Only six of the Monitor Corps heavies were grounded on Drambo, their landing legs planted firmly in the shallows a few miles off one of the dead sections of coastline. The others filled the morning and evening sky like regimented stars. His medical teams were grouped in and around the grounded ships, which rose out of the thick, soupy sea like gray beehives. The Earth-humans like himself lived on board while the e-ts, none of whom breathed air, were quite happy roughing it on the sea bed.
He had called what he hoped would be the final pre-op meeting in the cargo hold of Descartes, which was filled with Drambon sea water whose content of animal and plant, life had been filtered out so that the beam of the projector would have a sporting chance of fighting its way to the screen attached to the forward bulkheads.
Protocol demanded that the Drambons present opened the proceedings. Watching their spokesman, Surreshun, rolling like a great flaccid doughnut around the clear space in the center of the deck, Conway wondered once again how such a ridiculously vulnerable species had been able to survive and evolve a highly complex, technology-based culture- though it was just possible that an intelligent dinosaur would have had similar thoughts about early man.
Surreshun was followed by Garoth, the Hudlar Senior Physician who was in charge of the patient’s medical treatment. Garoth’s chief concern was with the devising and implementation of artificial feeding in areas where incisions would cut the throat tunnels between the coastal mouths and the inland prestomachs. Again unlike Surreshun, it did not say very much but let the projector do all the talking.
The big screen was filled by a picture of an auxiliary mouth shaft situated about two miles inland of the planned incision line. Every few minutes a copter or small supply ship grounded beside the shaft discharged its load of freshly dead animal life from the coastal shallows and departed while corpsmen with loaders and earth-moving machinery pushed the food over the lip. Possibly the amount and quality of the food was less than that which was drawn in naturally, but when the throat was sealed during the major operation this would be the only way that large areas of the patient could be supplied with food.
Aseptic procedures were impossible in an operation on this scale so that pumping equipment drawing sea water from the coast was drawn through large-diameter plastic piping. It poured in a steady stream- except when tools cut the pipeline-into the food shaft, supplying the strata creature with needed working fluid and at the same time wetting the walls so that leucocytes could be slipped down from time to time to combat the effects of any dangerous plant life which might have been introduced during feeding.
They were seeing a drill, of course, performed at one of the feeding installations a few days earlier, but there were more than fifty auxiliary mouths in a similar state of readiness strung out along the proposed incision line.
Suddenly there was a silvery blur of motion on the ground beside the pump housing and a corpsman hopped a few yards on one foot before falling to the ground. His boot with his other foot still in it lay on its side where he had been standing and the tool, no longer silvery, was already cutting its way beneath the blood-splashed surface.

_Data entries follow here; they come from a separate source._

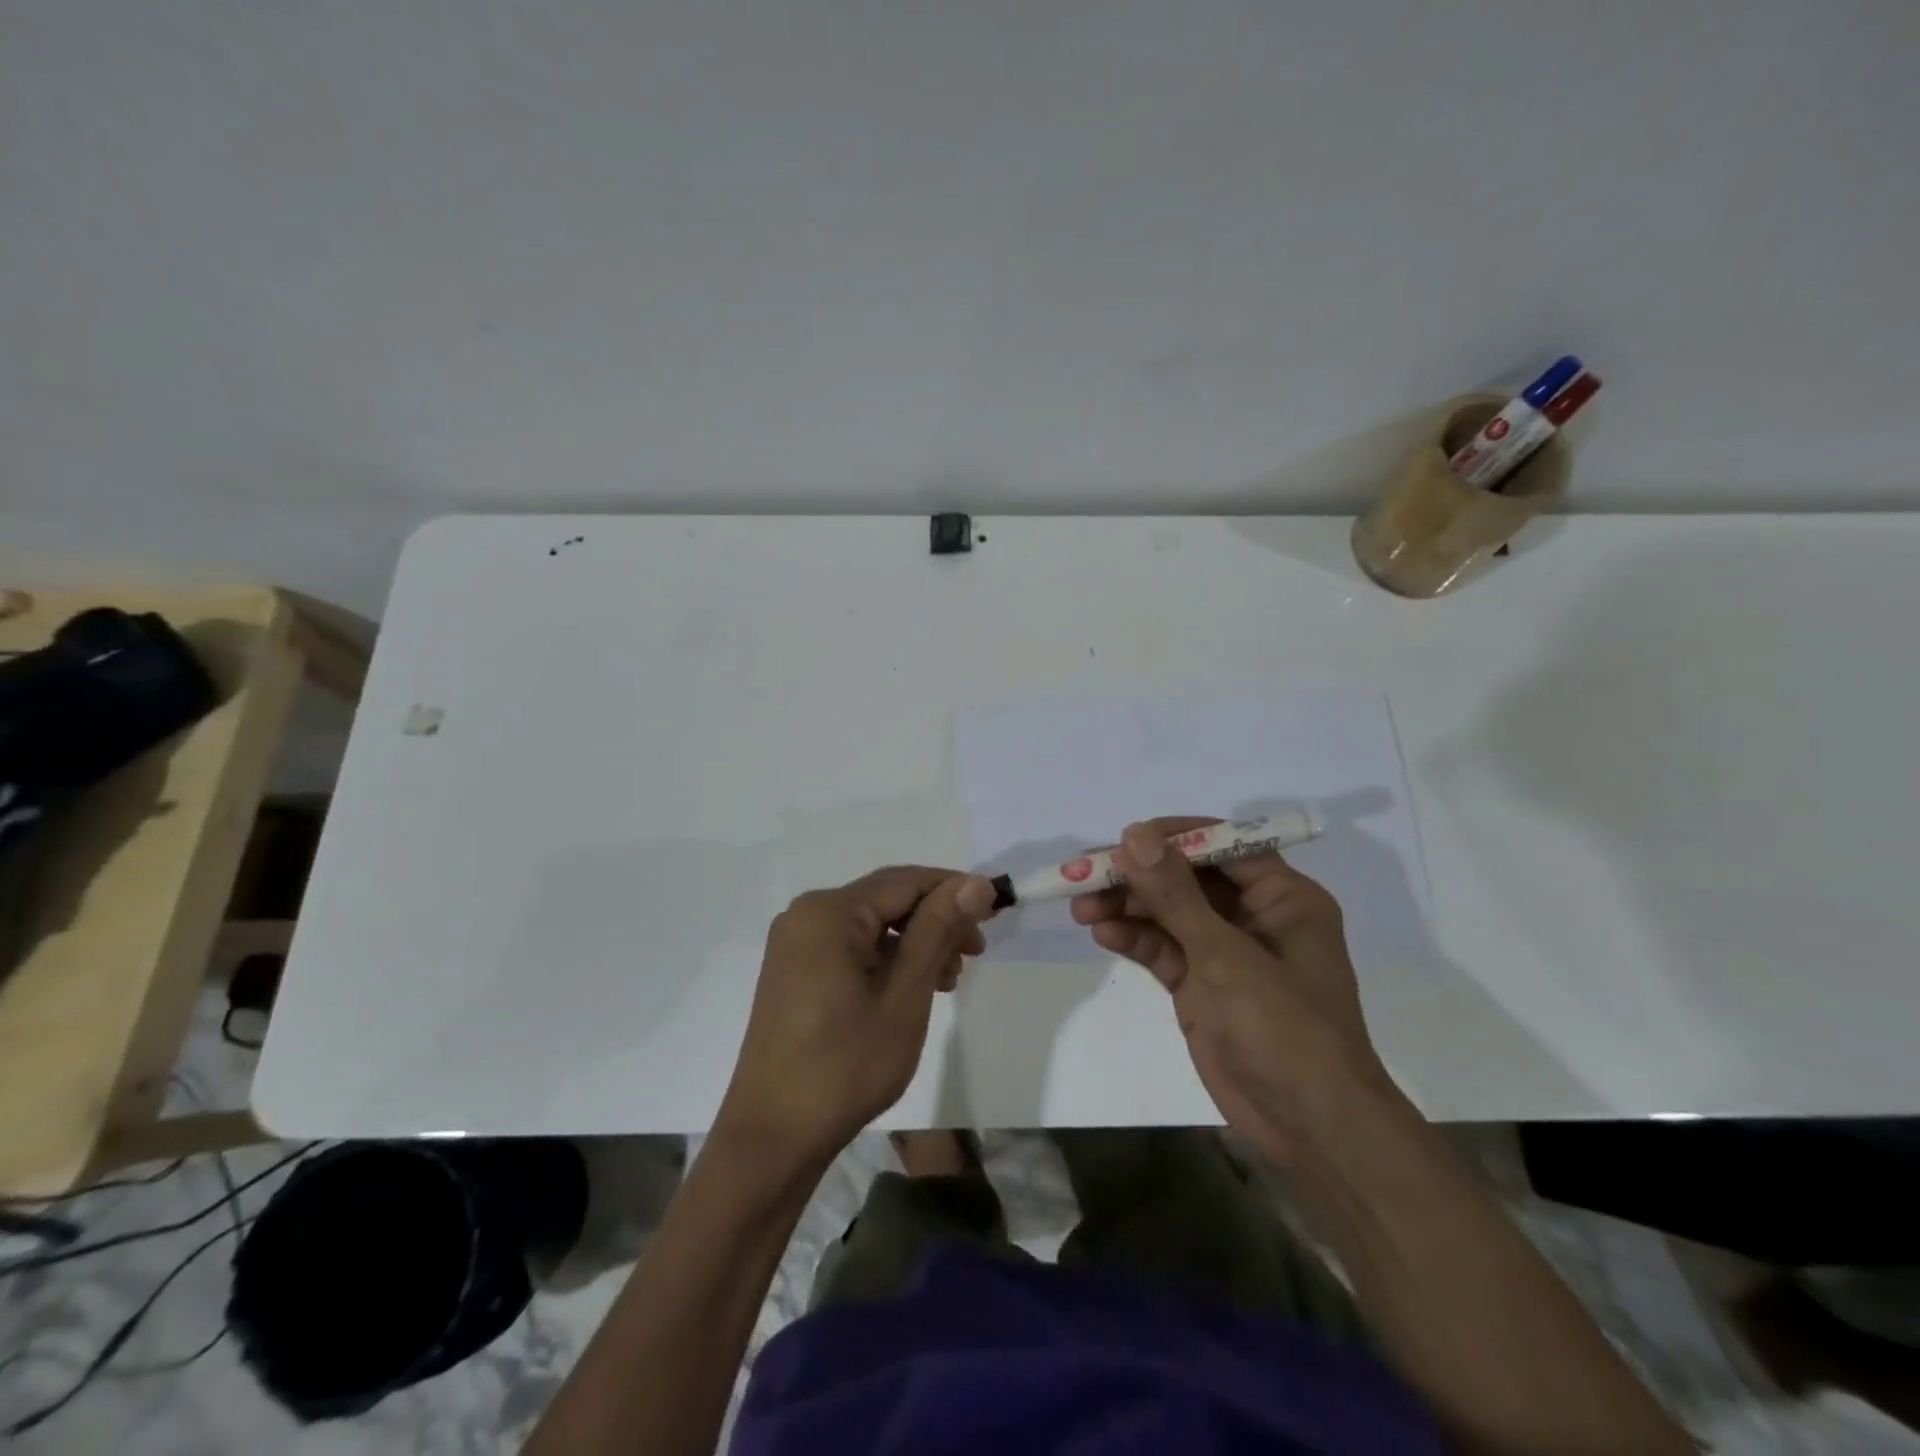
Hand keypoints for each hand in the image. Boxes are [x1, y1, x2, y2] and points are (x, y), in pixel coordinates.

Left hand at [716, 867, 997, 1171]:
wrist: (774, 1136)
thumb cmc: (846, 1064)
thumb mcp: (905, 994)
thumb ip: (939, 929)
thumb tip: (975, 883)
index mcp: (829, 912)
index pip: (905, 881)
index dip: (954, 890)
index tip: (996, 911)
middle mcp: (806, 915)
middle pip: (886, 900)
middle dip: (936, 920)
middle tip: (975, 953)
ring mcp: (795, 944)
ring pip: (871, 925)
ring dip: (914, 942)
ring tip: (948, 979)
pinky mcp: (794, 971)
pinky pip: (850, 946)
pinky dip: (887, 959)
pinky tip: (911, 987)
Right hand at [1071, 818, 1390, 1164]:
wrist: (1311, 1130)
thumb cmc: (1285, 1030)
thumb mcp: (1226, 956)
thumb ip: (1175, 895)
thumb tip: (1134, 835)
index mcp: (1282, 897)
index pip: (1221, 844)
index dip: (1171, 837)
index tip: (1123, 840)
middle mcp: (1254, 916)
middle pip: (1187, 878)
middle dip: (1138, 876)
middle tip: (1086, 876)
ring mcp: (1226, 952)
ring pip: (1168, 913)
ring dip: (1127, 907)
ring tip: (1082, 909)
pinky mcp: (1202, 984)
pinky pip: (1163, 948)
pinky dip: (1134, 939)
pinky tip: (1104, 935)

“Tool attacks are increasing in frequency and strength,” said Garoth in Translated. “They are also displaying considerable initiative. Your idea of clearing an area around the feeding installations of all eye plants so that the tools would have to operate blind, and would have to bounce around feeling for targets, worked only for a short time, Doctor. They devised a new trick, that of sliding along a few inches below the surface, blind, of course, then suddenly extruding a point or a cutting blade and stabbing or swinging with it before retreating under the surface again. If we can’t see them, mental control is impossible, and guarding every working corpsman with another carrying a metal detector has not worked very well so far-it has simply given the tool a better chance of hitting someone.